Quando aparece um intolerável inaudito, o limiar da intolerabilidade não é mais aquele que foi fixado pelas velhas leis. É preciso legislar de novo. Certo, é preciso que estejamos seguros de que o consenso sobre o novo limiar de intolerabilidade seja o mais vasto possível, supere os confins nacionais, esteja garantido de alguma maneira pela "comunidade" --conceito inapreensível, mas que está na base até mesmo do fato de acreditarmos que a terra gira. Mas depois é preciso escolher.

Isto aconteceu com o nazismo, e o Holocausto colocou um novo limiar de intolerabilidade. Genocídios houve muitos no correr dos séculos, e de alguma forma toleramos todos. Éramos fracos, éramos bárbaros, não sabíamos o que acontecia a dez milhas de nosso povoado. Mas este foi sancionado (e realizado) em termos "científicos", com demanda explícita de consenso, até mesmo filosófico, e foi propagandeado como modelo planetário. Não atingiu apenas a nossa consciência moral: colocou em jogo nossa filosofia e nossa ciência, nossa cultura, nossas crenças no bem e no mal. Tinha a intenção de cancelá-las. Era impossível não responder a tal apelo. E só se podia responder que não apenas naquele momento, mas 50 anos depois e nos séculos vindouros, não seria tolerável.

É diante desse intolerável que se revela a abjeção do sórdido raciocínio dos negacionistas, que se metem a calcular se os mortos realmente foram milhões, como se entre cinco, quatro, dois ou um se pudesse chegar a uma negociação. E se a morte não foi causada pelo gás, mas apenas por terem sido colocados lá sem muita atenção? E se tivessem morrido de alergia às tatuagens? Mas reconhecer o intolerável quer dizer que em Nurembergue todos deveriam ser condenados à forca, mesmo que o morto fosse apenas um, e por simples omissão de socorro. O novo intolerável não é só o genocídio, mas sua teorização. E esta envolve e responsabiliza também os peões dos massacres. Diante do intolerável caem as distinções de intenções, boa-fé, erro: há somente a responsabilidade objetiva. Mas (dizem eles) eu só empurrava as pessoas para as câmaras de gás porque recebia ordens, na realidade pensei que era apenas para desinfetá-las. Não importa, sinto muito, aqui estamos diante da epifania do intolerável, não valem as velhas leis com suas circunstâncias atenuantes: você também será condenado ao garrote.

Para assumir esta regra de conduta (que vale também para o intolerável futuro, que nos obriga a decidir dia-a-dia onde está o intolerável), uma sociedade deve estar pronta para muitas decisões, algumas duras, e deve agir solidariamente ao assumir qualquer responsabilidade.

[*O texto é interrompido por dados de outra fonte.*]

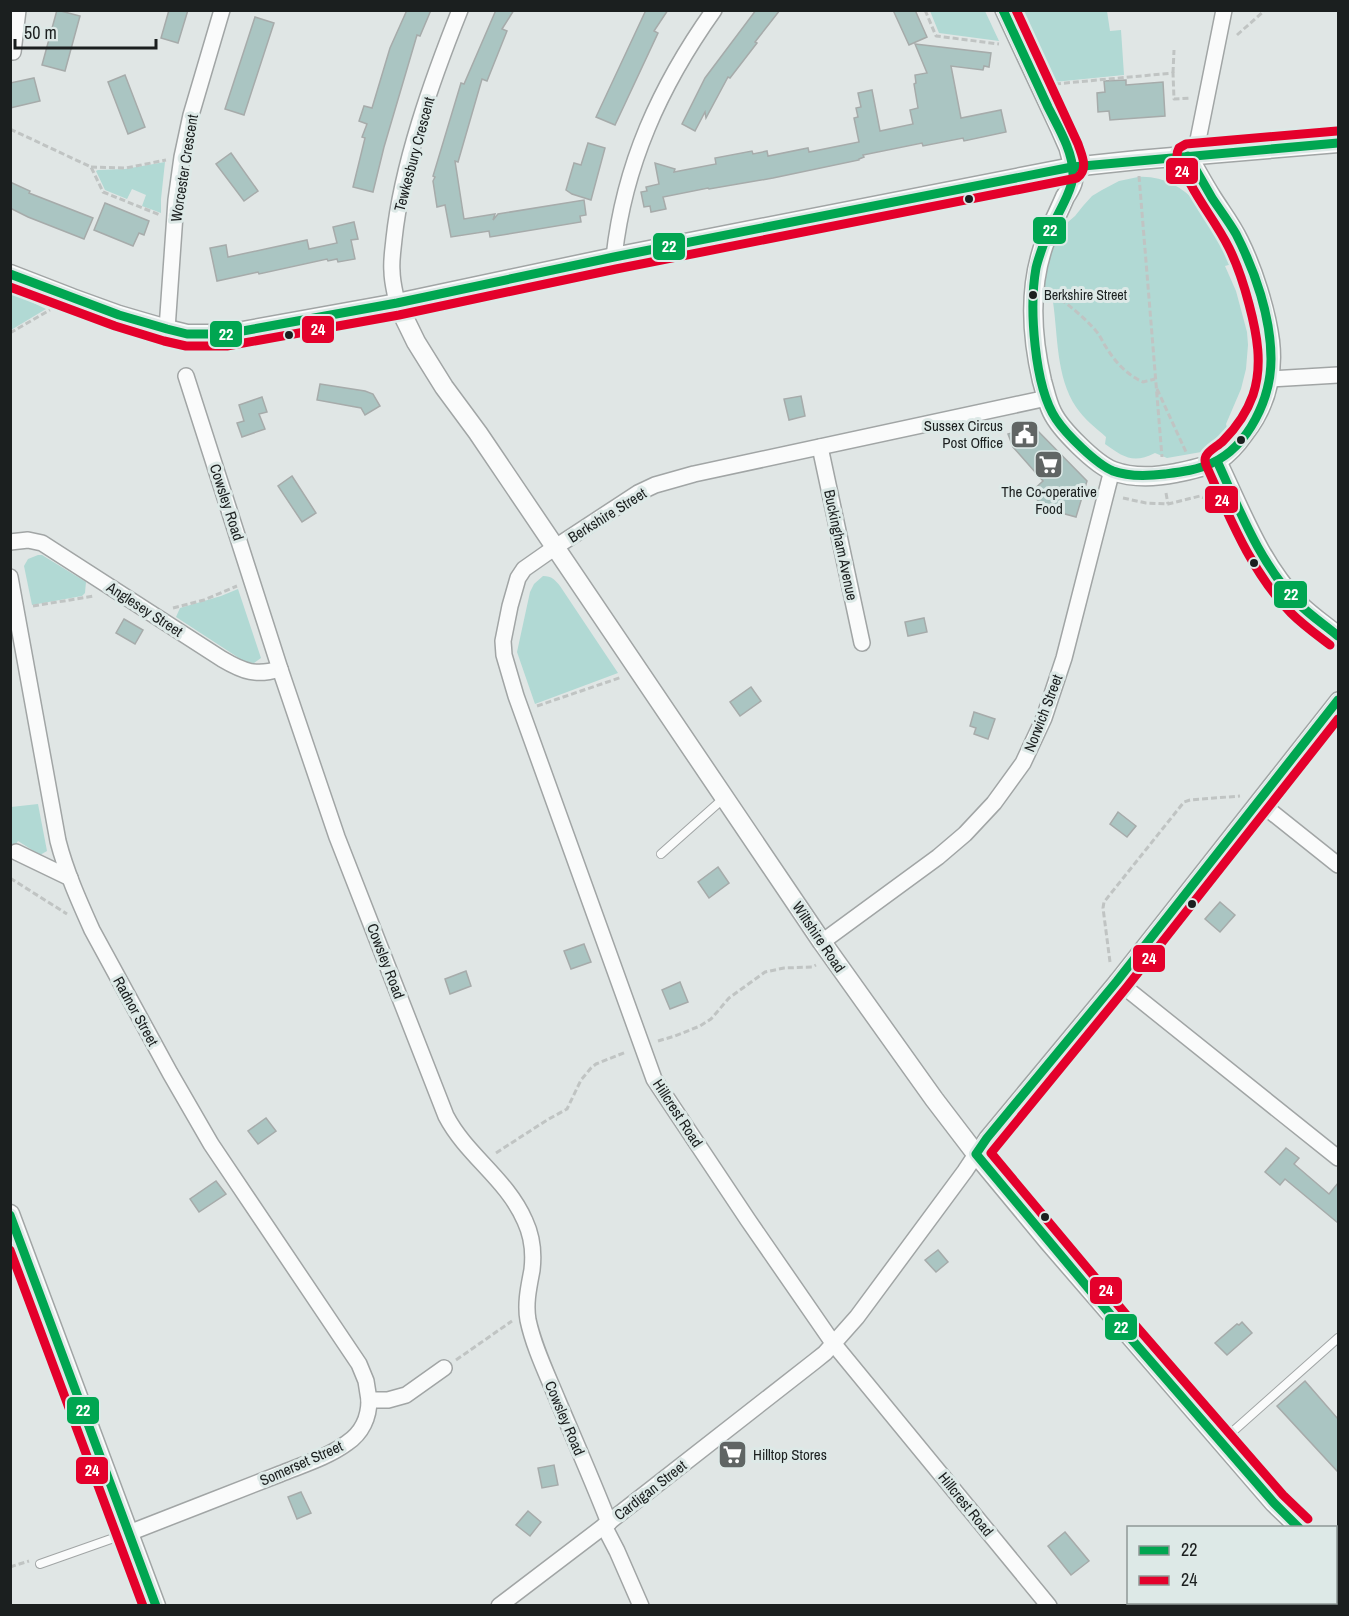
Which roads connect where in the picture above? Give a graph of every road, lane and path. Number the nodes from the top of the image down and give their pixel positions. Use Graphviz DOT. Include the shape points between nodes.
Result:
graph roads {
  1 [pos="18,10"];
  2 [pos="222,10"];
  3 [pos="460,10"];
  4 [pos="714,10"];
  5 [pos="925,10"];
  6 [pos="1003,10"];
  7 [pos="1224,10"];
  8 [pos="1264,10"];
  9 [pos="1020,46"];
  10 [pos="1174,50"];
  11 [pos="13,52"];
  12 [pos="1215,55"];
  13 [pos="1173,73"];
  14 [pos="1038,85"];
  15 [pos="1207,96"];
  16 [pos="10,129"];
  17 [pos="1338,143"];
  18 [pos="1191,155"];
  19 [pos="182,157"];
  20 [pos="1138,160"];
  21 [pos="1072,167"];
  22 [pos="91,168"];
  23 [pos="175,221"];
  24 [pos="614,257"];
  25 [pos="10,274"];
  26 [pos="1034,290"];
  27 [pos="72,298"];
  28 [pos="398,303"];
  29 [pos="167,329"];
  30 [pos="10,333"];
  31 [pos="1338,375"];
  32 [pos="186,376"];
  33 [pos="1156,378"];
  34 [pos="1270,379"];
  35 [pos="1156,388"];
  36 [pos="1047,398"];
  37 [pos="820,447"];
  38 [pos="1217,461"];
  39 [pos="1194,468"];
  40 [pos="1112,470"];
  41 [pos="1164,474"];
  42 [pos="1232,493"];
  43 [pos="1106,495"];
  44 [pos="10,542"];
  45 [pos="554,548"];
  46 [pos="10,577"];
  47 [pos="252,580"];
  48 [pos="119,592"];
  49 [pos="16,609"];
  50 [pos="150,612"];
  51 [pos="1338,636"];
  52 [pos="862,643"];
  53 [pos="280,669"];
  54 [pos="638,671"];
  55 [pos="1338,700"];
  56 [pos="521,712"];
  57 [pos="724,798"];
  58 [pos="1262,798"];
  59 [pos="16,852"];
  60 [pos="661,854"];
  61 [pos="1338,865"];
  62 [pos="10,878"];
  63 [pos="70,878"];
  64 [pos="92,930"];
  65 [pos="827,950"];
  66 [pos="1114,984"];
  67 [pos="642,1046"];
  68 [pos="497,1152"];
  69 [pos="976,1154"];
  70 [pos="1338,1158"];
  71 [pos="10,1214"];
  72 [pos="527,1311"];
  73 [pos="1338,1338"];
  74 [pos="833,1343"];
  75 [pos="444,1368"];
  76 [pos="369,1400"];
  77 [pos="1221,1442"];
  78 [pos="606,1525"];
  79 [pos="1299,1526"];
  80 [pos="129,1533"];
  81 [pos="40,1564"];
  82 [pos="156,1605"];
  83 [pos="499,1605"];
  84 [pos="640,1605"];
  85 [pos="1049,1605"];
  1 -- 11 [label="street"];
  2 -- 19 [label="street, Worcester Crescent"];
  3 -- 28 [label="street, Tewkesbury Crescent" via="405,179 392,270"];
  4 -- 24 [label="street" via="670,78 644,136 618,223"];
  5 -- 9 [label="path" via="936,36"];
  6 -- 9 [label="street"];
  7 -- 12 [label="street"];
  8 -- 12 [label="path"];
  9 -- 14 [label="street"];
  10 -- 13 [label="path"];
  12 -- 15 [label="street"];
  13 -- 14 [label="path"];
  13 -- 15 [label="path" via="1174,99"];
  14 -- 21 [label="street"];
  15 -- 18 [label="street"];
  16 -- 22 [label="path"];
  17 -- 18 [label="street"];
  18 -- 20 [label="street"];
  18 -- 34 [label="street" via="1246,255 1267,327"];
  19 -- 22 [label="path" via="126,168"];
  19 -- 23 [label="street, Worcester Crescent"];
  20 -- 21 [label="street"];
  20 -- 33 [label="path"];
  21 -- 24 [label="street"];
  21 -- 26 [label="street" via="1073,182 1046,238"];
  22 -- 23 [label="path" via="103,192"];
  23 -- 29 [label="street, Worcester Crescent"];
  24 -- 28 [label="street"];
  25 -- 27 [label="street"];
  26 -- 33 [label="path" via="1050,293 1072,307 1099,333 1110,354 1128,374 1143,382"];
  26 -- 36 [label="street" via="1036,347"];
  27 -- 29 [label="street"];
  27 -- 30 [label="path"];
  28 -- 29 [label="street" via="226,334 187,334"];
  28 -- 45 [label="street, Wiltshire Road" via="444,387"];
  31 -- 34 [label="street"];
  32 -- 47 [label="street, Cowsley Road"];
  33 -- 35 [label="path"];
  34 -- 38 [label="street" via="1257,417 1231,451"];
  35 -- 39 [label="path"];
  35 -- 41 [label="path"];
  36 -- 37 [label="street, Berkshire Street"];
  36 -- 40 [label="street" via="1062,428"];
  37 -- 45 [label="street, Berkshire Street" via="655,485"];
  37 -- 52 [label="street, Buckingham Avenue"];
  38 -- 39 [label="street"];
  38 -- 42 [label="street"];
  39 -- 41 [label="street"];
  40 -- 41 [label="street" via="1143,476"];
  40 -- 43 [label="street, Norwich Street"];
  42 -- 43 [label="path" via="1211,501 1200,496 1168,504"];
  42 -- 51 [label="street" via="1257,548 1278,579 1300,605"];
  43 -- 65 [label="street, Norwich Street" via="1064,658 1044,718 1023,763 965,834"];
  44 -- 48 [label="street, Anglesey Street" via="42,543"];
  45 -- 54 [label="street, Wiltshire Road"];
  45 -- 56 [label="street, Hillcrest Road" via="524,569 510,606 504,655"];
  46 -- 49 [label="street, Radnor Street"];
  47 -- 50 [label="path" via="204,600"];
  47 -- 53 [label="street, Cowsley Road"];
  48 -- 49 [label="path"];
  48 -- 50 [label="street, Anglesey Street"];
  49 -- 63 [label="street, Radnor Street" via="58,841"];
  50 -- 53 [label="street, Anglesey Street" via="241,670 261,673"];
  53 -- 72 [label="street, Cowsley Road" via="337,837 446,1116 464,1144 510,1193 526,1223 532,1243"];
  54 -- 56 [label="path"];
  54 -- 57 [label="street, Wiltshire Road"];
  55 -- 58 [label="street, Cardigan Street"];
  56 -- 67 [label="street, Hillcrest Road"];
  57 -- 60 [label="lane"];
  57 -- 65 [label="street, Wiltshire Road"];
  58 -- 61 [label="street"];
  58 -- 66 [label="street, Cardigan Street"];
  58 -- 66 [label="path" via="1184,802 1110,894 1103,908"];
  59 -- 63 [label="street"];
  62 -- 64 [label="path"];
  63 -- 64 [label="street, Radnor Street"];
  64 -- 76 [label="street, Radnor Street" via="211,1144 359,1364"];
  65 -- 67 [label="path" via="812,967 765,972 729,998 700,1026"];
  65 -- 69 [label="street, Wiltshire Road"];
  66 -- 69 [label="street, Cardigan Street"];
  66 -- 70 [label="street"];
  67 -- 68 [label="path" via="596,1064 581,1080 567,1109"];
  67 -- 74 [label="street, Hillcrest Road" via="654,1079"];
  69 -- 74 [label="street, Cardigan Street" via="857,1317"];
  69 -- 77 [label="street, Wiltshire Road"];
  71 -- 80 [label="street"];
  72 -- 75 [label="path"];
  72 -- 78 [label="street, Cowsley Road" via="540,1358"];
  73 -- 77 [label="lane"];
  74 -- 78 [label="street, Cardigan Street"];
  74 -- 85 [label="street, Hillcrest Road"];
  75 -- 76 [label="street" via="406,1395"];
  76 -- 80 [label="street, Somerset Street" via="363,1425 340,1447"];
  77 -- 79 [label="street, Wiltshire Road"];
  78 -- 83 [label="street, Cardigan Street"];
  78 -- 84 [label="street, Cowsley Road"];
  80 -- 81 [label="lane"];
  80 -- 82 [label="street"];
}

O que nos perturba como elemento obscuro no caso Priebke é que nos damos conta de que ainda estamos muito distantes dessa decisão. Os jovens, assim como os velhos, e não apenas os italianos. Todos lavaram as mãos: existem leis, deixemos esse desgraçado aos tribunais.

Naturalmente podemos dizer hoje que, depois da sentença de Roma, esta capacidade solidária de definir o intolerável está ainda mais distante. Mas já antes ela estava distante demais. E é isso que nos rói por dentro. Descobrirmo-nos (sem confessá-lo, porém) co-responsáveis.

Então não nos perguntemos por quem os sinos dobram.

Notas:
1. Cidade espanhola, no golfo de Valência. Aliada romana, foi destruída em 218 a.C. por Aníbal e reconstruída pelos romanos em 210 a.C (nota da tradutora).

Umberto Eco é escritor e ensaísta italiano, autor de "Obra Aberta", "O Nome da Rosa" e "O Pêndulo de Foucault", entre outros.

Tradução de Eliana Aguiar.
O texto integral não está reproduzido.